2)    How serious do you feel in this language/
3)    How emotional do you feel in this language?
4)    How fake (not yourself) do you feel in this language?
5)    How different do you feel in this language?

The participants were asked to respond on a scale of 1 = feel the same, to 5 = feel very different (if answering question number 5 for example).  These closed questions were followed up with more open questions building on their responses.

Overall, the participants reported feeling significantly less logical, less emotional and marginally less serious in languages that they had acquired later in life, whilst also feeling significantly more fake and different in these languages.  Results for questions 4 and 5 were interesting as they seemed to suggest that participants felt the greatest difference and ‘fakeness’ when moving between their first (L1) and second (L2) languages.  Although they felt just as different speaking L3 and L4 as they did speaking L2, the shift in feeling was no greater than moving from L1 to L2.  The researchers speculated that this may be due to the fact that L3 and L4 are used more infrequently and are not mastered well enough to experience such a difference when switching to them. 

It was interesting to see that most participants reported feeling more authentic, more logical, more emotional and more serious in languages that they had acquired earlier in life compared to those acquired later.  It seems that maybe multi-linguals feel more restricted in these later languages.  These findings correspond to a well-known phenomenon in acquiring a second language, which suggests that those learning and using a L2 are unable to vary their speech styles  between formal and informal as well as they are able to in their L1.  In fact, speakers tend to be ‘stuck’ in the middle of the formal-informal continuum in their L2, whilst they can function over its whole range in their L1.

The multilinguals in Dewaele and Nakano’s study also reported feeling more colourful, rich, poetic and emotional if they switched to using a language which they perceived to be more colourful, rich, poetic and emotional.  For example, one participant observed:

Speaking in my L1 is like being in my own skin – a completely natural and comfortable feeling.  Using my L2 is perhaps like wearing gorgeous clothes and evening make-up – a not completely natural state of affairs but one which allows me to shine and appear ‘beautiful’.

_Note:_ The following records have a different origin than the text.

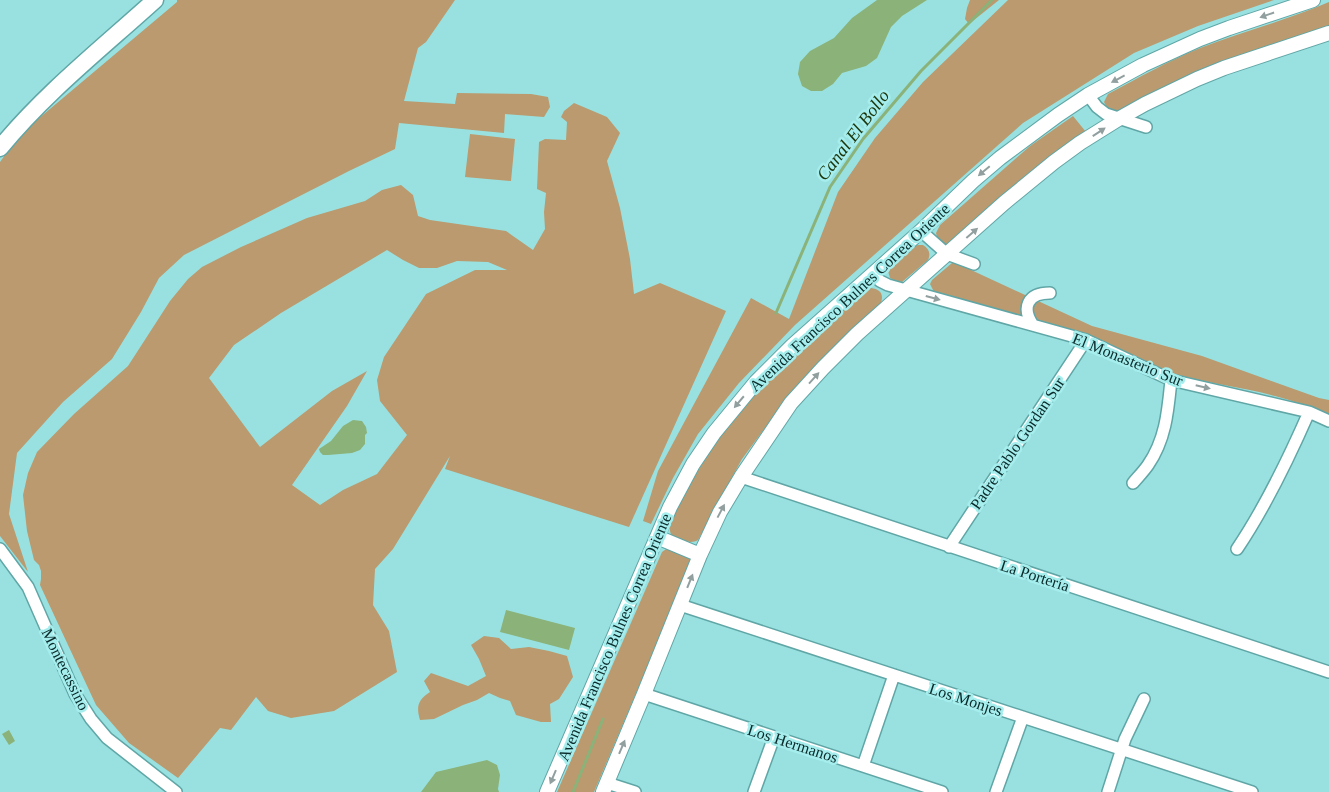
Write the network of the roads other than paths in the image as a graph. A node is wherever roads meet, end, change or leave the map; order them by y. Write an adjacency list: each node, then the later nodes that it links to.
1 (155, 0): 7 (main road)
2 (1313, 0): 4 (street, Avenida Francisco Bulnes Correa Oriente, one-way to 4)
3 (1329, 33): 5 (street, Avenida Francisco Bulnes Correa Oriente)
4 (1088, 95): 5 (street); 8 (street, Avenida Francisco Bulnes Correa Oriente, one-way to 8)
5 (1120, 118): 6 (street); 9 (street, Avenida Francisco Bulnes Correa Oriente, one-way to 5)
6 (1146, 127)
7 (0, 148)
8 (921, 231): 9 (street); 11 (street, Avenida Francisco Bulnes Correa Oriente)
9 (947, 254): 10 (street); 12 (street, Avenida Francisco Bulnes Correa Oriente)
10 (974, 264)
11 (873, 274): 12 (street, El Monasterio Sur); 21 (street, Avenida Francisco Bulnes Correa Oriente, one-way to 21)
12 (906, 290): 14 (street, El Monasterio Sur, one-way to 14); 19 (street, Avenida Francisco Bulnes Correa Oriente, one-way to 12)
13 (1050, 292): 14 (street)
14 (1033, 325): 15 (street, El Monasterio Sur)
15 (1086, 340): 16 (street, El Monasterio Sur); 22 (street, Padre Pablo Gordan Sur)
16 (1171, 380): 17 (street, El Monasterio Sur, one-way to 17); 20 (street)
17 (1309, 412): 18 (street, El Monasterio Sur); 24 (street)
18 (1329, 421)
19 (741, 477): 22 (street, La Portería); 25 (street, Avenida Francisco Bulnes Correa Oriente, one-way to 19)
20 (1133, 483)
21 (657, 538): 25 (street); 38 (street, Avenida Francisco Bulnes Correa Oriente, one-way to 38)
22 (949, 546): 27 (street, La Portería)
23 (0, 549): 37 (street, Montecassino)
24 (1237, 549)
25 (700, 555): 26 (street, Avenida Francisco Bulnes Correa Oriente, one-way to 25)
26 (680, 605): 28 (street, Los Monjes); 29 (street, Avenida Francisco Bulnes Correa Oriente)
27 (1329, 672)
28 (894, 675): 31 (street, Los Monjes); 34 (street)
29 (644, 694): 32 (street, Los Hermanos); 35 (street, Avenida Francisco Bulnes Correa Oriente, one-way to 29)
30 (1144, 699): 33 (street)
31 (1023, 717): 33 (street, Los Monjes); 42 (street)
32 (774, 737): 34 (street, Los Hermanos); 40 (street)
33 (1122, 749): 36 (street, Los Monjes); 43 (street)
34 (863, 766): 41 (street, Los Hermanos)
35 (605, 787): 39 (street)
36 (1228, 788): 44 (street, Los Monjes)
37 (176, 792)
38 (547, 792)
39 (635, 792)
40 (754, 792)
41 (942, 792)
42 (996, 792)
43 (1108, 792)
44 (1252, 792)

Many of the participants who reported feeling like this tended to also report a change in context when switching languages and it could be this change in context and environment which causes a change in feeling, rather than the actual switch in language itself.  In a community of bilinguals who often switch between their two languages these feelings of difference would be minimal as the context remains unchanged.   

In fact, this area appears to be very complex and the only things Dewaele and Nakano were able to establish for certain is that multi-linguals often feel different when switching between languages and that how they feel about operating in their different languages does depend on the age that the language was acquired.  However, they concluded that a lot of this difference remains unexplained and that this is possibly due to the fact that language is so bound up with various contextual and environmental factors.
Dewaele, Jean-Marc and Nakano, Seiji (2013) Multilinguals’ perceptions of feeling different when switching languages. Journal of Multilingual and Multicultural Development 34: 107-120.

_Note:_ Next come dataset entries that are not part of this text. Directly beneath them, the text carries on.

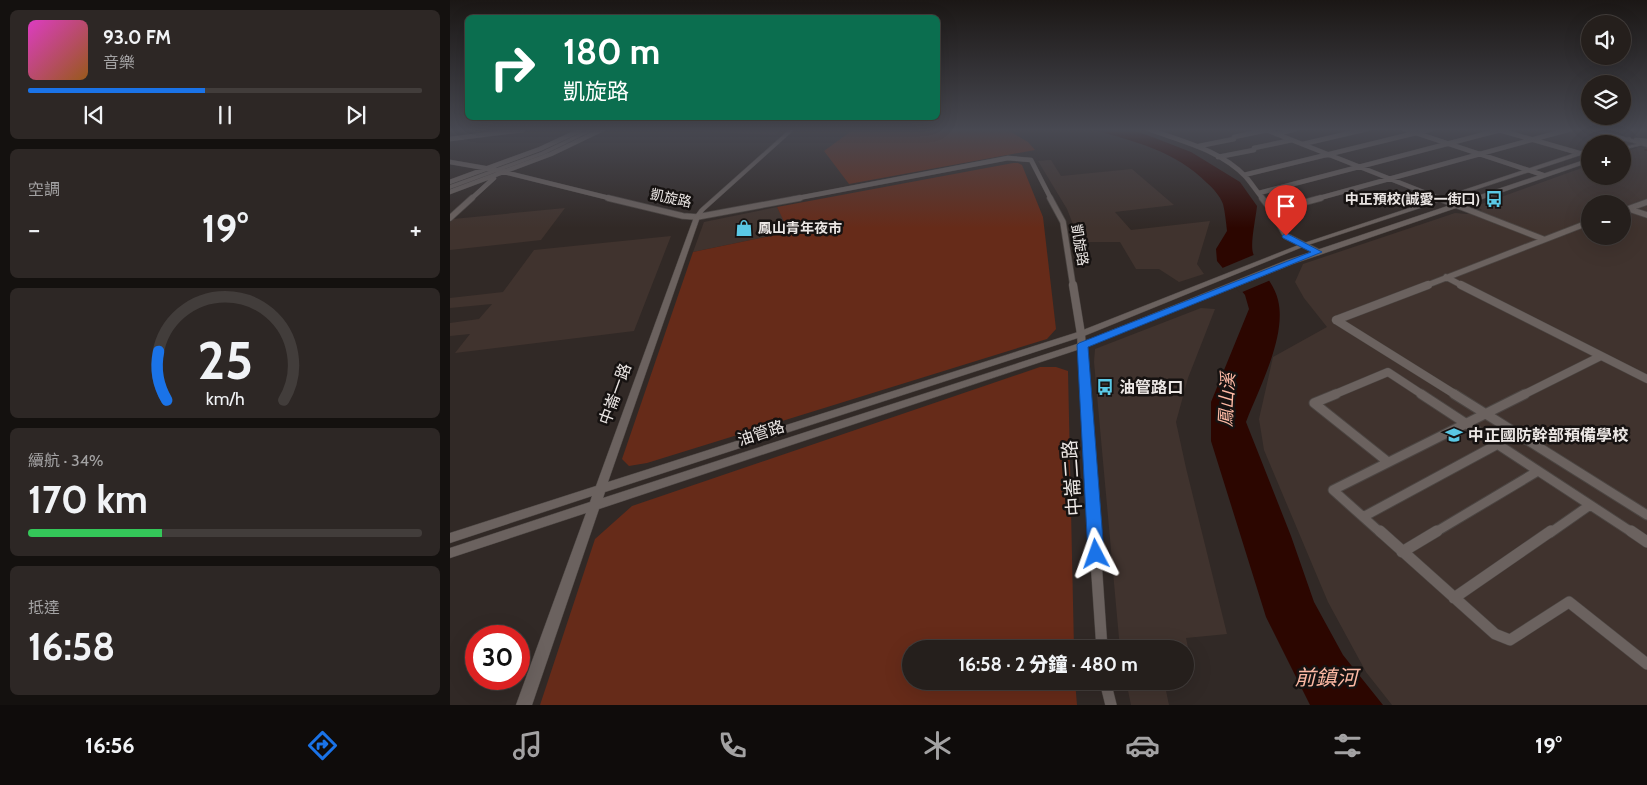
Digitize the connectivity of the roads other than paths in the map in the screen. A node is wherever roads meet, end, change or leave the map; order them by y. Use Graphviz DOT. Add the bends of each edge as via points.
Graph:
graph roads {
  1 [pos="450,162"];
  2 [pos="505,162"];
  3 [pos="518,162"];
  4 [pos="529,162"];
  5 [pos="756,162"];
  6 [pos="987,162"];
  7 [pos="1032,162"];
  8 [pos="1225,162"];
  9 [pos="1296,162"];
  10 [pos="1347,162"];
  11 [pos="1379,162"];
  12 [pos="1452,162"];
  13 [pos="1503,162"];
  14 [pos="1552,162"];
  15 [pos="1581,163"];
  16 [pos="1359,167"];
  17 [pos="488,168"];
  18 [pos="496,170"];
  19 [pos="1527,170"];
  20 [pos="504,171"];
  21 [pos="1244,175"];
  22 [pos="1543,175"];
  23 [pos="1390,179"];
  24 [pos="450,182"];
  25 [pos="450,187"];
  26 [pos="450,192"];
  27 [pos="1259,193"];
  28 [pos="1442,199"];
  29 [pos="1647,202"];
  30 [pos="1458,205"];
  31 [pos="1631,208"];
  32 [pos="1631,210"];
  33 [pos="1272,211"];
  34 [pos="1647,215"];
  35 [pos="697,217"];
  36 [pos="450,218"];
  37 [pos="1581,225"];
  38 [pos="1543,239"];
  39 [pos="1303,244"];
  40 [pos="1318,252"];
  41 [pos="1446,277"];
  42 [pos="1081,334"];
  43 [pos="1083,345"];
  44 [pos="1601,356"];
  45 [pos="1647,379"];
  46 [pos="1484,413"];
  47 [pos="1465,423"];
  48 [pos="1498,444"];
  49 [pos="1388,462"];
  50 [pos="1538,471"];
  51 [pos="599,491"];
  52 [pos="594,505"];
  53 [pos="1590,505"];
  54 [pos="1647,514"];
  55 [pos="1363,517"];
  56 [pos="450,538"];
  57 [pos="1647,542"];
  58 [pos="1402,552"];
  59 [pos="450,553"];
  60 [pos="1454,598"];
  61 [pos="1101,640"];
  62 [pos="1647,664"];
  63 [pos="1107,690"];
  64 [pos="524,705"];
  65 [pos="1111,705"];
  1 -- 17 [label="street, 凱旋路"];
  2 -- 17 [label="street"];
  3 -- 18 [label="main road"];
  4 -- 20 [label="street"];
  5 -- 35 [label="street, 中崙一路"];
  6 -- 35 [label="street, 凱旋路"];
  7 -- 42 [label="street, 凱旋路" via="1063,222"];
  8 -- 21 [label="street"];
  9 -- 21 [label="street"];
  10 -- 16 [label="street"];
  11 -- 16 [label="street"];
  12 -- 23 [label="street"];
  13 -- 19 [label="street"];
  14 -- 19 [label="street"];
  15 -- 22 [label="street"];
  16 -- 23 [label="street"];
  16 -- 27 [label="street"];
  17 -- 18 [label="street, 凱旋路"];
  17 -- 24 [label="street"];
  18 -- 20 [label="street, 凱旋路"];
  18 -- 25 [label="main road"];
  19 -- 22 [label="street"];
  19 -- 28 [label="street"];
  20 -- 26 [label="street"];
  20 -- 35 [label="street, 凱旋路"];
  20 -- 36 [label="street"];
  21 -- 27 [label="street"];
  22 -- 30 [label="street"];
  23 -- 28 [label="street"];
  23 -- 33 [label="street"];
  27 -- 33 [label="street"];
  28 -- 30 [label="street"];
  28 -- 39 [label="street"];
  29 -- 31 [label="street"];
  30 -- 38 [label="street"];
  30 -- 40 [label="street"];
  32 -- 34 [label="street"];
  33 -- 39 [label="street" via="1286,236"];
  35 -- 51 [label="street, 中崙一路"];
  37 -- 38 [label="street"];
  38 -- 41 [label="street"];
  39 -- 40 [label="street"];
  39 -- 42 [label="street"];
  40 -- 43 [label="street"];
  41 -- 44 [label="street"];
  41 -- 46 [label="street" via="1336,320"];
  42 -- 43 [label="street, 中崙二路"];
  42 -- 51 [label="street, 油管路"];
  43 -- 52 [label="street, 油管路"];
  43 -- 61 [label="street, 中崙二路"];
  44 -- 45 [label="street"];
  44 -- 46 [label="street"];
  46 -- 47 [label="street"];
  46 -- 54 [label="street"];
  47 -- 48 [label="street"];
  47 -- 49 [label="street"];
  47 -- 49 [label="street" via="1388,372 1314,404"];
  48 -- 50 [label="street"];
  48 -- 55 [label="street"];
  49 -- 55 [label="street" via="1333,490"];
  50 -- 53 [label="street"];
  50 -- 58 [label="street"];
  51 -- 52 [label="street, 中崙一路"];
  51 -- 56 [label="street, 油管路"];
  52 -- 59 [label="street, 油管路"];
  52 -- 64 [label="street, 中崙一路"];
  53 -- 57 [label="street"];
  53 -- 60 [label="street"];
  55 -- 58 [label="street"];
  58 -- 60 [label="street"];
  60 -- 62 [label="street" via="1494,634 1510,640 1569,602"];
  63 -- 65 [label="street"];
}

This summary was written by Gemma Stoyle

Wednesday 24 April 2013

I don't know


What does I don't know mean?
The most frequent three-word phrase in both British and American spoken English turns out to be I don’t know, according to corpus research.

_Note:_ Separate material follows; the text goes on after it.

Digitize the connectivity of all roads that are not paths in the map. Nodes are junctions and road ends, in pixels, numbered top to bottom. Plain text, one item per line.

Lynn E Grant’s work reveals why we use this little phrase so often.  It would be reasonable to expect it to indicate that the speaker can’t give the information they’ve been asked for, as in example (1) in the box. In fact, though, Grant’s analyses of the spoken component of the British National Corpus (BNC) and the New Zealand Wellington Corpus (WSC) finds that we use I don’t know more often as an ‘affective device’ to convey our feelings or as an ‘epistemic’ device to show how confident we are about the truth of what we are saying.

Example (2) shows its use as an affective device. Here I don’t know softens disagreement. It can also soften an assessment, as in (3). Grant points out that in both cases the phrase is a politeness marker, toning down a remark that could be seen as face threatening.

(1) speaker A:           how much is the subscription
     speaker B:           I don’t know, you’ll have to ask Mary

(2) speaker A:           you don’t really need a big bathroom do you
     speaker B:           oh I dunno, if you see a big bathroom it’s nice

(3) speaker A:           oh well maybe I could be more lenient
     speaker B:           oh doesn’t matter not for this year anyway                                      tut the balls are already in motion                            
     speaker A:           tut yeah I don’t know                                                                    

In (4) I don’t know is an epistemic device, acting as a polite hedge to avoid commitment.

(4) speaker A:           so wha – what Andy’s done, and what other                                     people have done have pitted, picked out a few                               great examples, but I would say that erm
                              <pause> the majority are quite reasonable                                     comments, if, if perhaps a little bit simple at                                   times, I don't know 

It can also downplay a compliment, as in (5). As Grant explains, English speakers can feel uncomfortable when they receive a compliment, and a common response is I don’t know.

(5) speaker A:           I mean you’ll find something I mean I I can’t                                    imagine YOU being unemployed it just won't                                    happen
     speaker B:           well I don’t know it’s going to happen in two                                  weeks time but I'll be calling it a holiday
     speaker A:           yeah but not yes well give yourself a holiday                                    for a month

The shortened form I dunno or simply dunno has the same pragmatic functions, though overall speakers mainly use it as a polite hedge, to show uncertainty.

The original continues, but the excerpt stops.